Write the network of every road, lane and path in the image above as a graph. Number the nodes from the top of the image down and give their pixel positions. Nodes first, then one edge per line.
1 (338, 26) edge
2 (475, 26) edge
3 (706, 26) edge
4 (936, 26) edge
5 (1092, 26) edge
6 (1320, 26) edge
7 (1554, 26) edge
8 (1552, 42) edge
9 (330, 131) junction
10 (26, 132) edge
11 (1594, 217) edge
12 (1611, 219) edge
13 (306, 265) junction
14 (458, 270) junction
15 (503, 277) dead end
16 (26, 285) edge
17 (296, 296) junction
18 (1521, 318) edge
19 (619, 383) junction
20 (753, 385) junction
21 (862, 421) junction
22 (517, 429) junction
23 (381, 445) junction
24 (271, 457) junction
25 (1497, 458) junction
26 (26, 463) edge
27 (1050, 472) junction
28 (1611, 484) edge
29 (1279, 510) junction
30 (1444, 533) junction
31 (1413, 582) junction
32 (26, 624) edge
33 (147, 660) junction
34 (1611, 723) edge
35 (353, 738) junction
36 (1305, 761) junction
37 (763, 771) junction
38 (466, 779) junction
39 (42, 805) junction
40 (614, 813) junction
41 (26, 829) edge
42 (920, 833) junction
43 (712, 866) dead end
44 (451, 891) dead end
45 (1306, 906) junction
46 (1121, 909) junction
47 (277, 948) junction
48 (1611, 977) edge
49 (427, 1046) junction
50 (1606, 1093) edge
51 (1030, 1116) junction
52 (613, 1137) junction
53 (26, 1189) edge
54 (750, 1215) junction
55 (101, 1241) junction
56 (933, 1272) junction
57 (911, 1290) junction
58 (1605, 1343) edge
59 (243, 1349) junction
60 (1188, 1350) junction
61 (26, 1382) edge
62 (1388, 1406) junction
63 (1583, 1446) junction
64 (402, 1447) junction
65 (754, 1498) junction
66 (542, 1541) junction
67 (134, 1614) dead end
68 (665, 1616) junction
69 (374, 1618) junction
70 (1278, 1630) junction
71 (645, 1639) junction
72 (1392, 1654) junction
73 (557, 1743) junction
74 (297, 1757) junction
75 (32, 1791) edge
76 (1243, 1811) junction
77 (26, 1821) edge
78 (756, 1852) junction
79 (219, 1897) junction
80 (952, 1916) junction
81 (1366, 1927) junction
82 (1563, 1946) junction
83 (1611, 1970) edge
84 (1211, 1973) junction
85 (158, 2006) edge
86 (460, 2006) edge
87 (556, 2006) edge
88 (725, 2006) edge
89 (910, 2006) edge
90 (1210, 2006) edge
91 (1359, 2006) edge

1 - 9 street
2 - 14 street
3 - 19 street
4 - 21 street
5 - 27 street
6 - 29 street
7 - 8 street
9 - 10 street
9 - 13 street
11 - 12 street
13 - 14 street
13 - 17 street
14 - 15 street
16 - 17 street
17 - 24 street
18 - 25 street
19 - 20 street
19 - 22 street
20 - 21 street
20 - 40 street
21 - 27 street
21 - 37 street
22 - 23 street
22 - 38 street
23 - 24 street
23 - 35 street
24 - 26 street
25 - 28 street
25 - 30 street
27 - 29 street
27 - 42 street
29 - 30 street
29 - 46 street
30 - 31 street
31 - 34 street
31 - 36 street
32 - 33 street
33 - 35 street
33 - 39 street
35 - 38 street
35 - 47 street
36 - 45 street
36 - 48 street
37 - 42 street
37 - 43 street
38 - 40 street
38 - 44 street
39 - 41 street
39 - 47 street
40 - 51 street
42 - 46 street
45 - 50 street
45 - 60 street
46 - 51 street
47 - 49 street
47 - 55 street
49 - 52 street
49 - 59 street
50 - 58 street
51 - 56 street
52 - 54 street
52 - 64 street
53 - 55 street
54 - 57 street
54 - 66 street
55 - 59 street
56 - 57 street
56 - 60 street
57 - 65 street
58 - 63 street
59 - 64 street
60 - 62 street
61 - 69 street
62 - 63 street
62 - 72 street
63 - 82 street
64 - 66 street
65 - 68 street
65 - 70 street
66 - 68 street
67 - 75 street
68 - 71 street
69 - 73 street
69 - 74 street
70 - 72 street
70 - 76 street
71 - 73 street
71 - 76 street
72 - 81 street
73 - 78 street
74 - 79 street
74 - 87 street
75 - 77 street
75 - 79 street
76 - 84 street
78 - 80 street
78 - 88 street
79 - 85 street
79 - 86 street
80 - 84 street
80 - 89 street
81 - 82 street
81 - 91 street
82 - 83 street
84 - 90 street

* * * * * * *

_Task statement:_ Search the entries for the word "dead", then copy every line in which it is found.

_Result of the exercise:_
15 (503, 277) dead end
43 (712, 866) dead end
44 (451, 891) dead end
67 (134, 1614) dead end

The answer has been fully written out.